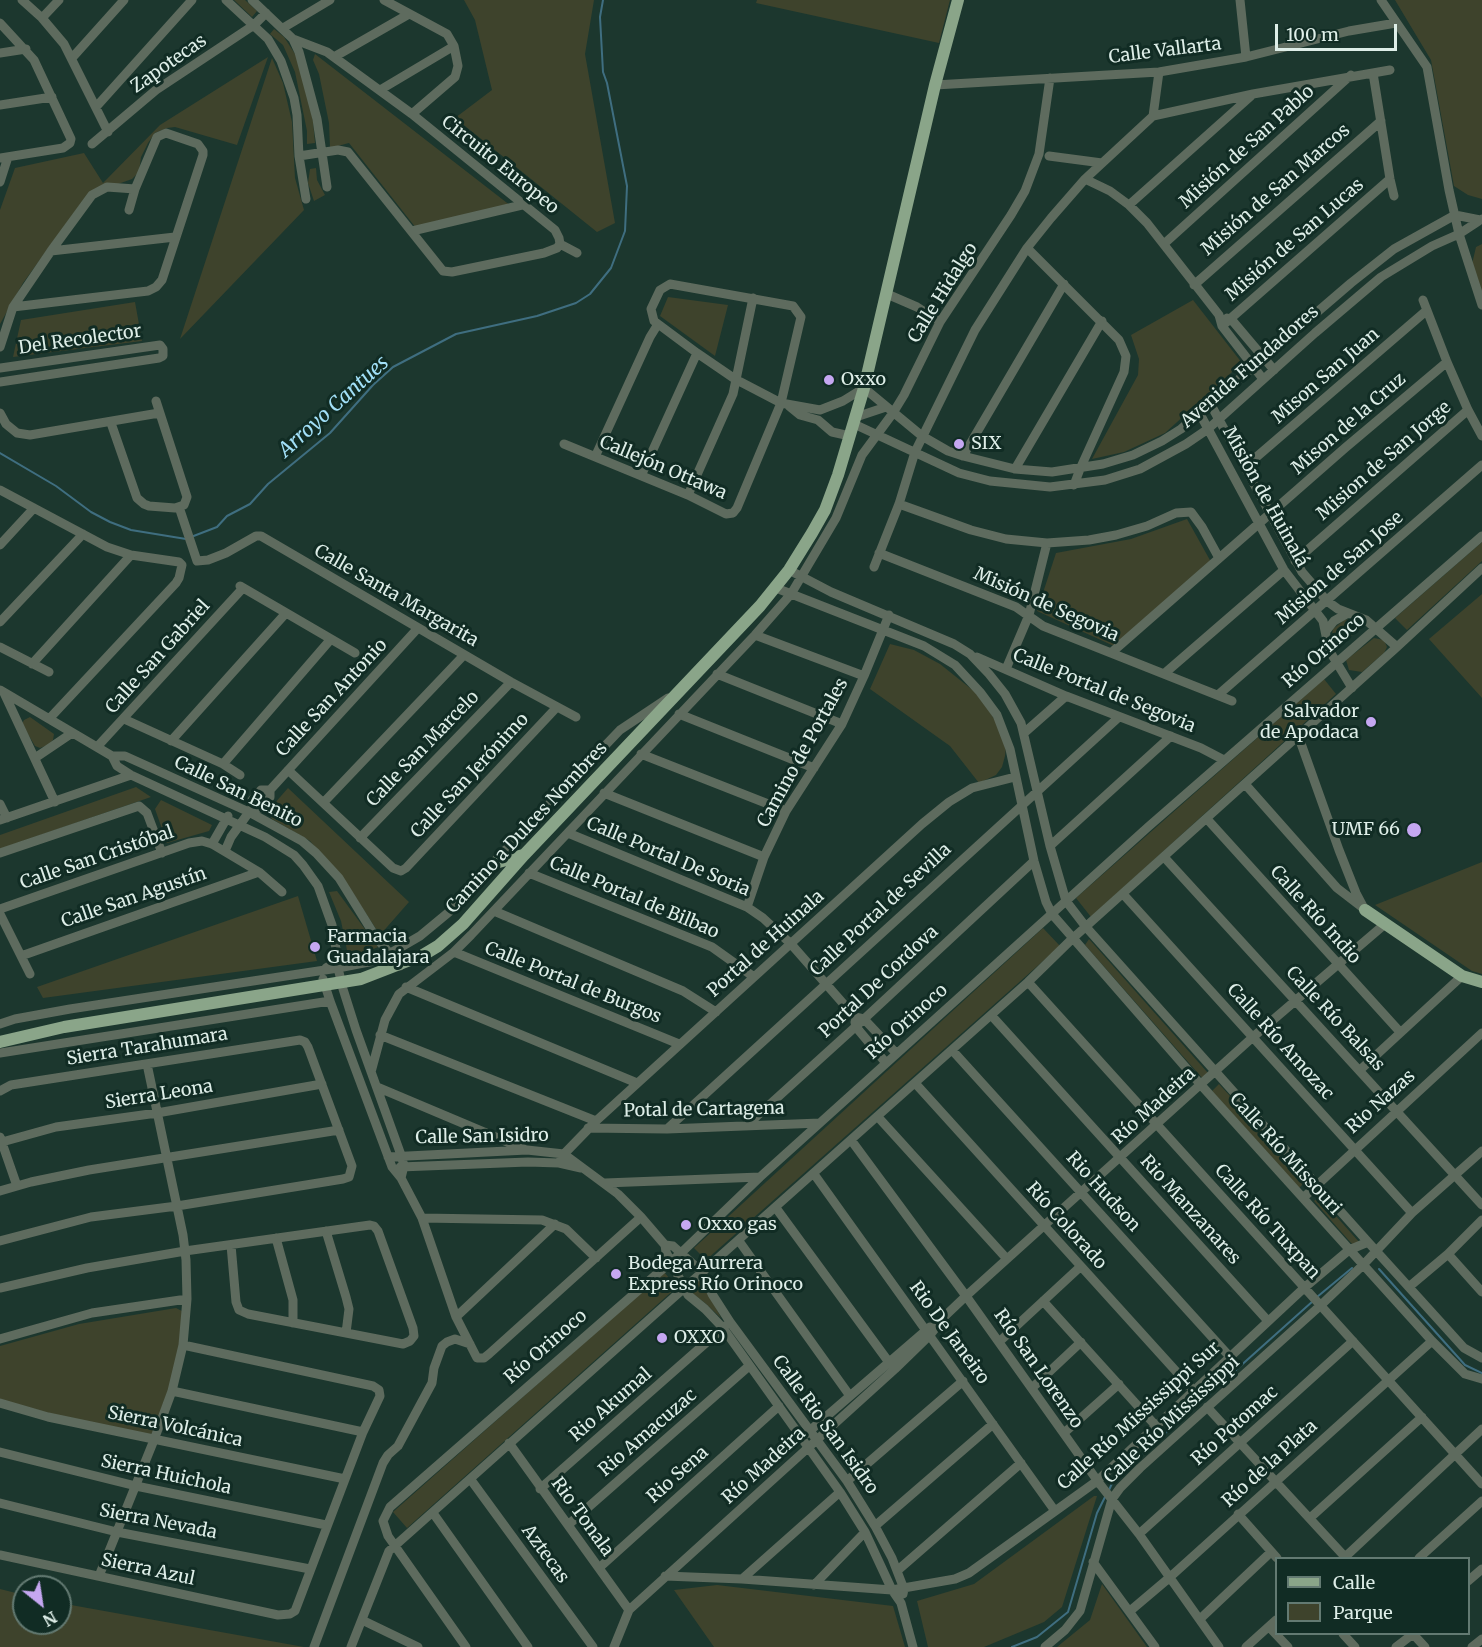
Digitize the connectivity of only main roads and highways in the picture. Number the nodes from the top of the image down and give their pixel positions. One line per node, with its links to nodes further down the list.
1 (958, 0): 2 (main road, Camino a Dulces Nombres)
2 (524, 855): 3 (main road); 6 (main road, Camino a Dulces Nombres)
3 (492, 864)
4 (1365, 909): 5 (main road)
5 (1482, 982)
6 (0, 1042)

What you will do:
Output the whole listing again, exactly, without its pictures.

Your response:
Digitize the connectivity of only main roads and highways in the picture. Number the nodes from the top of the image down and give their pixel positions. One line per node, with its links to nodes further down the list.
1 (958, 0): 2 (main road, Camino a Dulces Nombres)
2 (524, 855): 3 (main road); 6 (main road, Camino a Dulces Nombres)
3 (492, 864)
4 (1365, 909): 5 (main road)
5 (1482, 982)
6 (0, 1042)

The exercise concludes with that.